WHAT TO WORK ON:
Pictures in the records are to be excluded from an otherwise exact copy.

MATERIAL SHOWN Start Marker

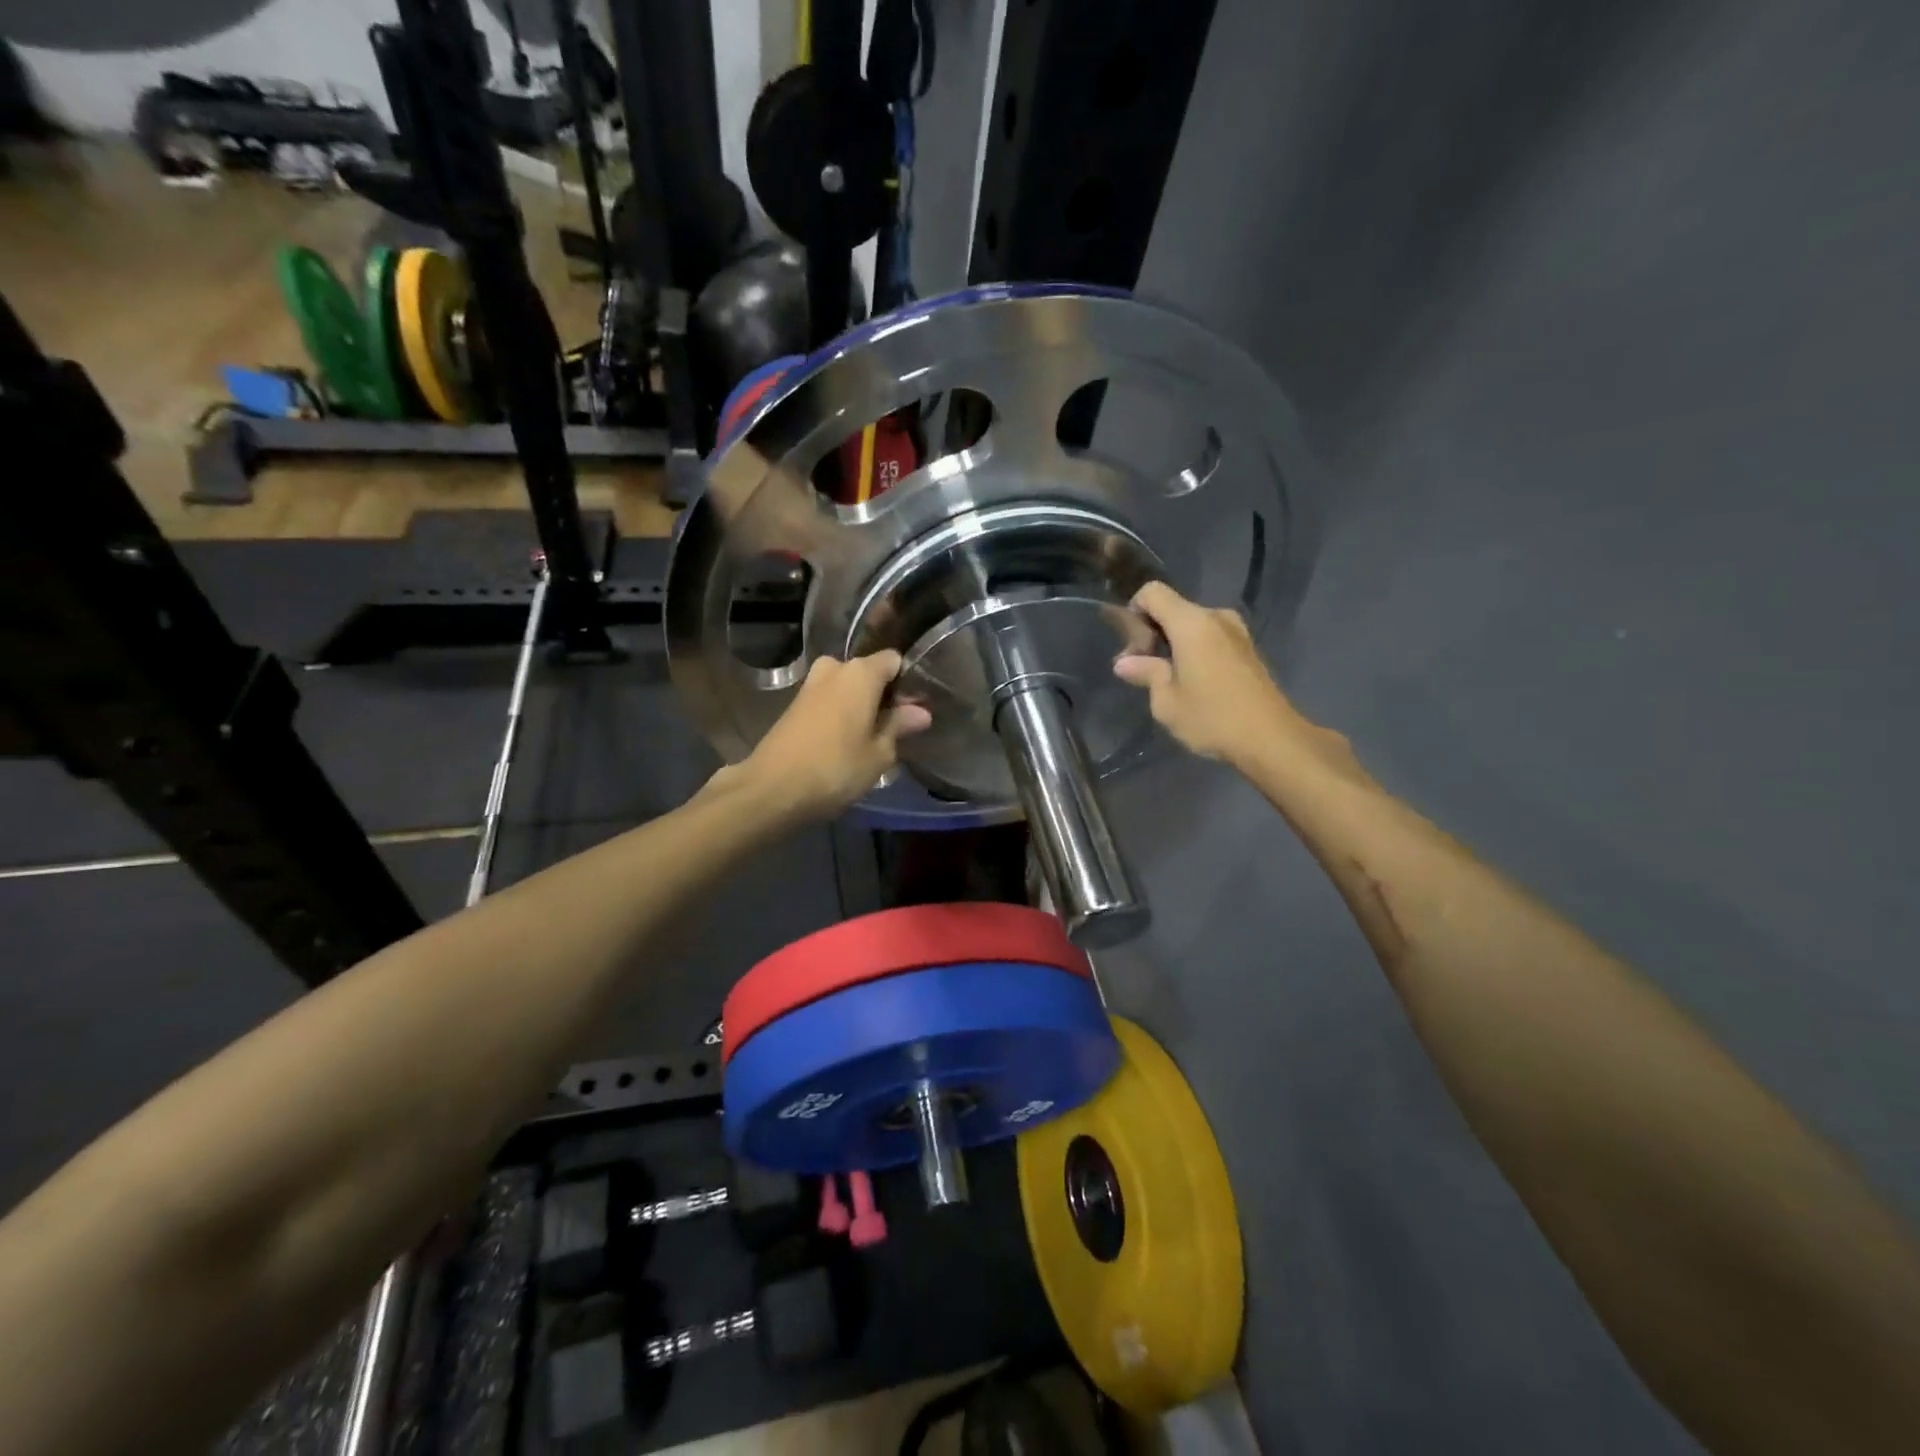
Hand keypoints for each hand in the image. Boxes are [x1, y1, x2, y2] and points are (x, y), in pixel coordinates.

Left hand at [715, 652, 931, 823]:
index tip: (917, 707)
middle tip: (896, 726)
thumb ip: (899, 726)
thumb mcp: (879, 753)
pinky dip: (841, 714)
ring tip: (873, 737)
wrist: (772, 789)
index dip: (908, 681)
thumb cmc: (836, 768)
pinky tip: (847, 742)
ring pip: (846, 687)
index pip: (894, 660)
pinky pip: (828, 701)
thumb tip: (921, 712)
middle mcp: (834, 669)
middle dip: (883, 694)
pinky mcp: (794, 705)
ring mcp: (810, 686)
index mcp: (860, 672)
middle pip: (868, 673)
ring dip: (861, 706)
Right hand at [1114, 582, 1369, 786]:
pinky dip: (1195, 650)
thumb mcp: (1166, 701)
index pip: (1153, 592)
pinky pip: (1211, 636)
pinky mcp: (1248, 648)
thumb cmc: (1212, 718)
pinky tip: (1193, 682)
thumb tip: (1124, 662)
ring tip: (1168, 679)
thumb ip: (1145, 673)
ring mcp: (1236, 631)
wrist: (1271, 739)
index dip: (1134, 611)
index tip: (1132, 646)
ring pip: (1192, 624)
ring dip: (1174, 643)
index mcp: (1192, 623)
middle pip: (1173, 608)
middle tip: (1143, 669)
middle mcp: (1215, 617)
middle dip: (1152, 632)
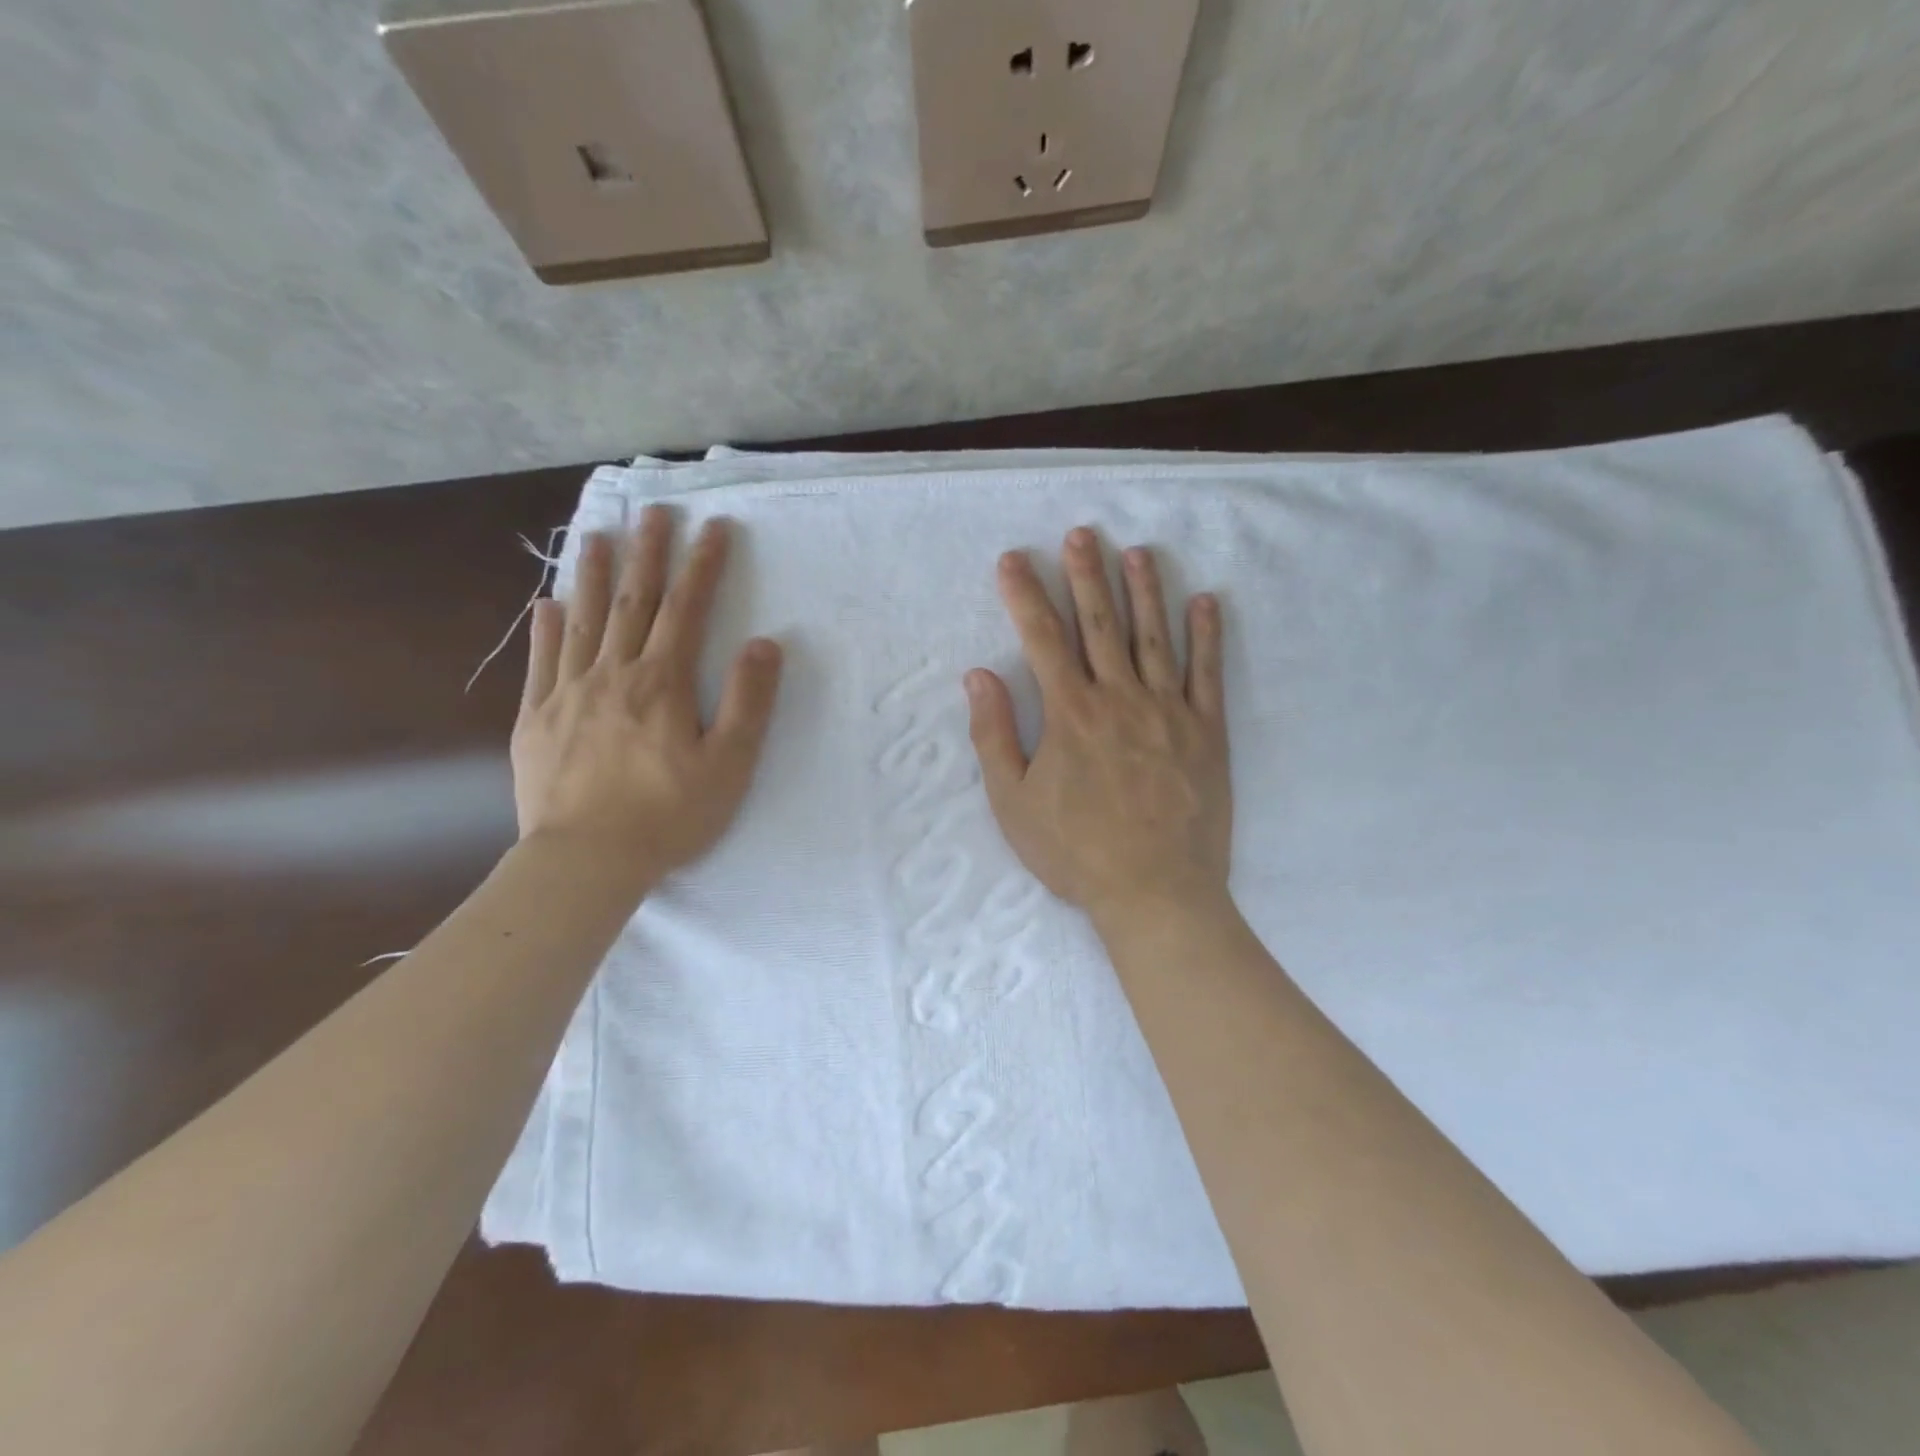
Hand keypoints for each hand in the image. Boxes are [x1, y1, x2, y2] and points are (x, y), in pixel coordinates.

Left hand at [512, 507, 782, 887]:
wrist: (586, 860)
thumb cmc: (669, 816)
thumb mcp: (729, 764)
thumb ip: (748, 701)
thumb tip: (764, 644)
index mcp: (663, 684)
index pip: (687, 610)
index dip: (702, 566)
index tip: (714, 528)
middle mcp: (613, 675)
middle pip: (634, 603)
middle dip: (649, 554)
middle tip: (655, 512)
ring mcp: (568, 694)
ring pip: (584, 621)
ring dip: (595, 576)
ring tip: (599, 536)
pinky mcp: (537, 720)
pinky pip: (541, 663)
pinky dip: (546, 629)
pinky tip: (547, 605)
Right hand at [966, 527, 1230, 927]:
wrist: (1155, 892)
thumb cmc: (1076, 852)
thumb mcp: (1013, 803)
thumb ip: (994, 736)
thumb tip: (978, 677)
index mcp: (1070, 714)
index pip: (1042, 638)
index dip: (1025, 594)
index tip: (1013, 559)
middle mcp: (1119, 698)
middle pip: (1100, 624)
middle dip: (1086, 575)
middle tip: (1082, 533)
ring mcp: (1168, 711)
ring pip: (1154, 637)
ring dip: (1144, 591)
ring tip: (1136, 552)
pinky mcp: (1206, 731)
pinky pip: (1207, 673)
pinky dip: (1207, 635)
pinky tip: (1205, 601)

MATERIAL SHOWN End Marker

SOLUTION:
Hand keypoints for each hand in the image. Boxes are [x1, y1, x2, y2] and points are (x, y), in pixel coordinates.

Left hand at [715, 652, 931, 823]:
index tip: (917, 707)
middle tip: (896, 726)
thumb ip: (899, 726)
thumb mcp: (879, 753)
pinky dip: (841, 714)
ring tip: (873, 737)
wrist: (772, 789)
index dip: (908, 681)
thumb cmc: (836, 768)
pinky tip: (847, 742)
ring pip: (846, 687)
index pip: (894, 660)
pinky pip: (828, 701)
thumb tip: (921, 712)
middle mcp: (834, 669)
middle dip: (883, 694)
pinky mcp: (794, 705)
ring mcp: (810, 686)
index mcp: (860, 672)
middle pip: (868, 673)
ring dip: (861, 706)
Right hand at [1114, 582, 1369, 786]:
pinky dip: (1195, 650)
thumb mcp: (1166, 701)
index pip: (1153, 592)
pinky pip: (1211, 636)
pinky mcp: (1248, 648)
thumb cmc: (1212, 718)
pinky tip: (1193, 682)
thumb tip: (1124, 662)
ring tip: (1168, 679)
thumb ip: (1145, 673)
ring mcp: (1236, 631)
wrist: (1271, 739)
index dip: (1134, 611)
index tip: (1132, 646)
ring pip: (1192, 624)
ring dip: (1174, 643)
index mcp: (1192, 623)
middle pip: (1173, 608)
middle tip: (1143, 669)
middle mcp: (1215, 617)
middle dip: (1152, 632)
Hand keypoints for each hand in the image. Boxes are [x1, y1, x2, y2] and points are (x, y), in pixel coordinates.

Left hand at [512, 507, 782, 887]:
wrist: (586, 860)
thumb cmc: (669, 816)
thumb mcp: (729, 764)
thumb ip: (748, 701)
thumb tip: (764, 644)
index mcp: (663, 684)
index pip: (687, 610)
index dip: (702, 566)
index tip: (714, 528)
middle mcp: (613, 675)
middle pip: (634, 603)
middle dip: (649, 554)
middle tip: (655, 512)
ring mcp: (568, 694)
ring pip: (584, 621)
ring dip: (595, 576)
ring tip: (599, 536)
pinky mcp: (537, 720)
pinky pip: (541, 663)
pinky dip: (546, 629)
pinky tip: (547, 605)
Right hand at [966, 527, 1230, 927]:
wrist: (1155, 892)
thumb cmc: (1076, 852)
thumb mcp: (1013, 803)
thumb ip: (994, 736)
thumb tip: (978, 677)
index mcp: (1070, 714)
index pip: (1042, 638)
index dip: (1025, 594)
index tip: (1013, 559)
middle mcp: (1119, 698)
middle pip: (1100, 624)
middle dip: (1086, 575)
middle tip: (1082, 533)
ring mcp: (1168, 711)
ring pip: (1154, 637)
ring dip: (1144, 591)
ring tip: (1136, 552)
pinky mcp: (1206, 731)
pinky pip: (1207, 673)
pinky dip: (1207, 635)
pinky tip: (1205, 601)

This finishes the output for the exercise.